Lieber mit oder ohne Gütesiegel ins Praktikum? – Interview mit Rolf Herzel
Interview zur Anerkannten Ausbildungspraxis mit Rolf Herzel, Mitglied des bpt-Präsidiums und federführend bei der Einführung des Gütesiegels Ausbildungspraxis.
Was unterscheidet eine Ausbildungspraxis von einer ohne dieses Gütesiegel?
Herzel: Der wichtigste Unterschied ist, dass sich die Inhaber einer Anerkannten Ausbildungspraxis ganz bewusst entscheiden, einen Praktikumsplatz anzubieten. Sie wissen, auf was sie sich einlassen, wenn sie sich an der Ausbildung beteiligen, und wollen bewusst ihre Zeit und ihr Engagement investieren.
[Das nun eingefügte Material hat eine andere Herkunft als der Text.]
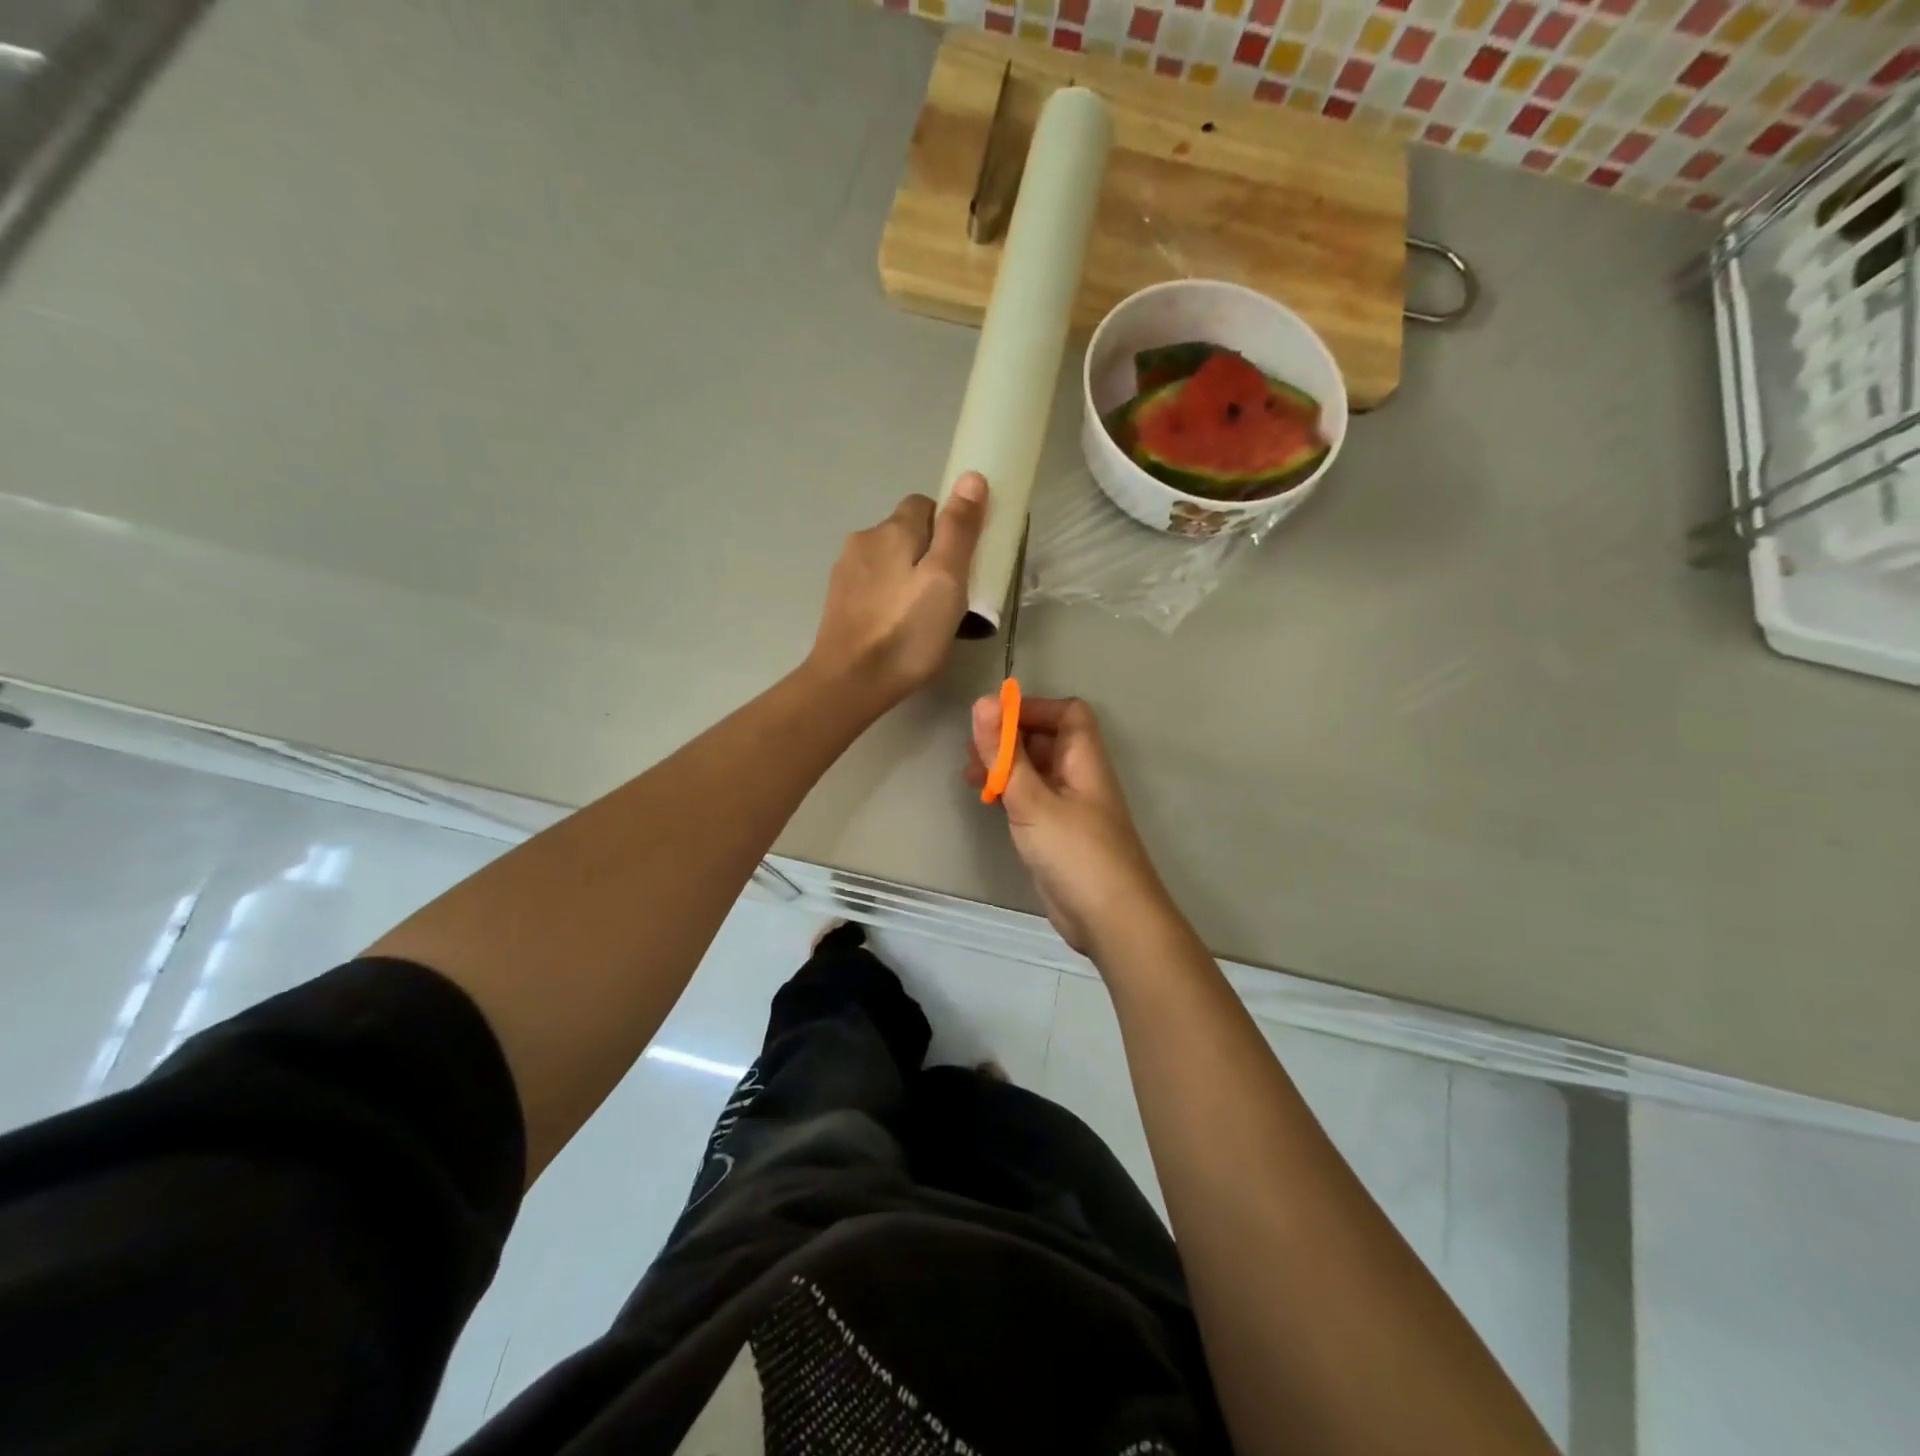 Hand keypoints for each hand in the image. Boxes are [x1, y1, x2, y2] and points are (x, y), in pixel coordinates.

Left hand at [809, 474, 987, 708]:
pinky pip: (873, 585)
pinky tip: (896, 626)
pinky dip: (888, 596)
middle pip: (906, 533)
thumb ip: (959, 529)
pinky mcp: (838, 599)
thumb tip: (971, 476)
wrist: (850, 682)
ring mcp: (845, 571)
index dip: (948, 527)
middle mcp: (863, 539)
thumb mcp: (946, 580)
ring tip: (922, 616)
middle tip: (948, 595)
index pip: (925, 504)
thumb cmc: (907, 632)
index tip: (962, 563)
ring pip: (888, 560)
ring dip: (907, 576)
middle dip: (928, 554)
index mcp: (892, 529)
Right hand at [965, 695, 1166, 953]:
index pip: (1067, 713)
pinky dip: (1007, 793)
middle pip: (1046, 739)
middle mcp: (1078, 777)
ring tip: (969, 776)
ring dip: (1003, 766)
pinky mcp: (1056, 833)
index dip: (1032, 708)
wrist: (1110, 920)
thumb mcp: (1033, 800)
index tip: (992, 719)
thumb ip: (1005, 754)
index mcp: (1084, 759)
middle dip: (1008, 738)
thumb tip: (983, 702)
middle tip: (971, 750)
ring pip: (1034, 770)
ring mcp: (1068, 807)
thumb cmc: (1075, 852)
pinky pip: (1030, 799)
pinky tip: (985, 801) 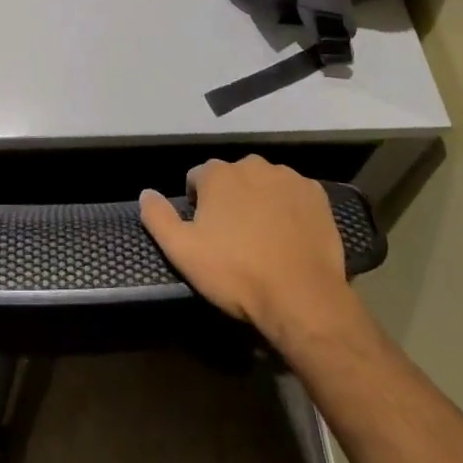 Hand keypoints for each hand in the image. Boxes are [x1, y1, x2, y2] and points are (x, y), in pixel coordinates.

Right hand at [140, 156, 364, 347]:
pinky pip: (294, 194)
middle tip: (234, 237)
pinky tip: (290, 235)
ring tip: (264, 238)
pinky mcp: (316, 194)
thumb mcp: (183, 252)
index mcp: (217, 174)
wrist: (302, 297)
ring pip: (264, 183)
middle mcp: (252, 165)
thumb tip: (146, 193)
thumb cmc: (237, 273)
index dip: (198, 204)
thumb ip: (158, 218)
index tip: (205, 232)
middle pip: (232, 177)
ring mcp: (287, 177)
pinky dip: (289, 208)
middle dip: (230, 199)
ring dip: (260, 201)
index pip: (197, 178) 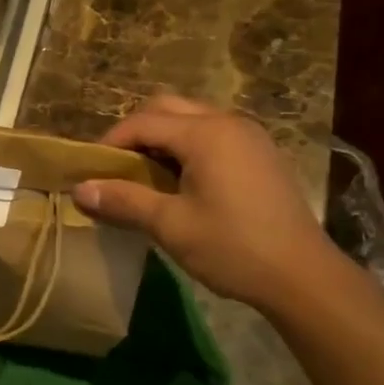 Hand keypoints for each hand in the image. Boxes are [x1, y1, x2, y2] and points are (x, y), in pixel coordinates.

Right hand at [72, 95, 338, 310]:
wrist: (303, 276)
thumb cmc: (233, 248)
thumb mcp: (171, 225)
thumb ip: (124, 200)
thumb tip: (79, 190)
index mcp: (205, 133)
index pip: (142, 122)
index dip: (111, 142)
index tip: (91, 169)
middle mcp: (227, 122)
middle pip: (167, 108)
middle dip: (136, 132)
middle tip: (118, 167)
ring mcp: (249, 135)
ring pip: (192, 118)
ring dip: (163, 137)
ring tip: (146, 175)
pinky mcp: (261, 153)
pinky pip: (213, 133)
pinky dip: (188, 146)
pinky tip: (183, 181) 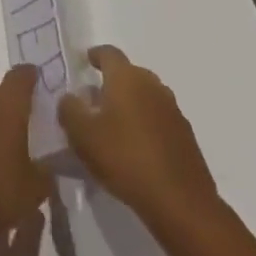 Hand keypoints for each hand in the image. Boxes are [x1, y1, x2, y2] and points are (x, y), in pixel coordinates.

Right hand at [57, 46, 217, 229]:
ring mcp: (172, 109)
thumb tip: (69, 98)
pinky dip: (146, 126)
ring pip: (145, 97)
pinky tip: (137, 149)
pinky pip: (159, 120)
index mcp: (126, 77)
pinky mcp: (185, 135)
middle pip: (129, 74)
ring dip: (130, 105)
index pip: (108, 53)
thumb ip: (69, 110)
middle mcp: (152, 84)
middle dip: (112, 83)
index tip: (86, 61)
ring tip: (115, 128)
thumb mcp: (83, 136)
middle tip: (95, 102)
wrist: (181, 203)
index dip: (95, 55)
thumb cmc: (126, 159) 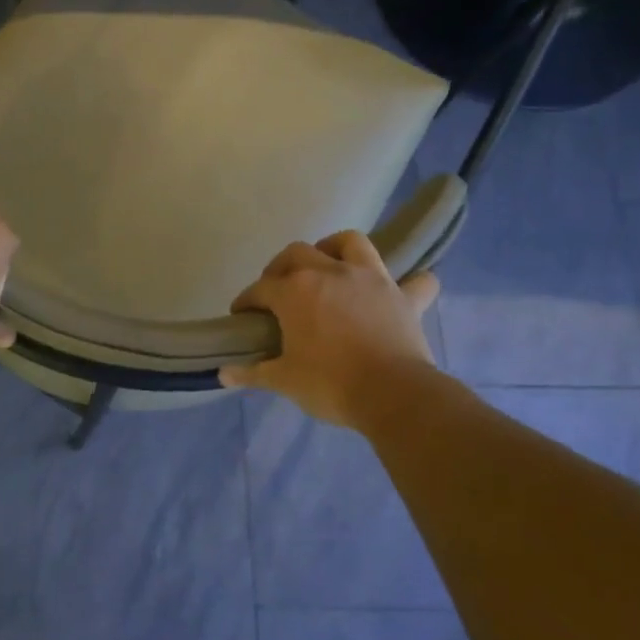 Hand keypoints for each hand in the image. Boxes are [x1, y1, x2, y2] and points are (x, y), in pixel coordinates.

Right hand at [218, 230, 440, 432]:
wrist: (393, 396)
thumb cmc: (330, 384)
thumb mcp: (283, 380)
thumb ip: (252, 373)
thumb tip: (223, 373)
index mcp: (294, 291)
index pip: (260, 289)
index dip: (247, 301)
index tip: (242, 315)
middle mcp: (329, 272)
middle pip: (297, 253)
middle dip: (281, 267)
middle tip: (278, 290)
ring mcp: (370, 279)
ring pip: (350, 243)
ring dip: (336, 249)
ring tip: (329, 266)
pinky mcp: (404, 296)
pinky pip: (415, 281)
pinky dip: (409, 283)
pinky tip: (400, 291)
Wie sieht es konkret aus, ein besseres Praktikum?
Herzel: Das ist eine schwere Frage, denn es hat sehr mit den eigenen Wertvorstellungen zu tun. Ein Riesenvorteil ist, dass es kaum unangenehmen Überraschungen geben dürfte. Wir haben beim bpt Checklisten entwickelt, den Leitfaden fürs Praktikum und den fürs Vorgespräch. Wenn man die hernimmt und auch wirklich ein Vorgespräch führt, dann landet man nicht aus Versehen beim Schweineblutnehmen, wo man doch eigentlich Behandlungsmethoden bei der Katze einüben wollte. Das Vorgespräch vor dem Praktikum ist unheimlich wichtig. Man kann da auch klären, wo man während des Praktikums übernachtet, ob man Selbstversorger ist oder ob es gemeinsame Mahlzeiten in der Praxis gibt. Und natürlich sicherstellen, dass die Chemie stimmt mit dem Tierarzt oder der Tierärztin, die einem etwas beibringen wird.
Wozu Standardisierung?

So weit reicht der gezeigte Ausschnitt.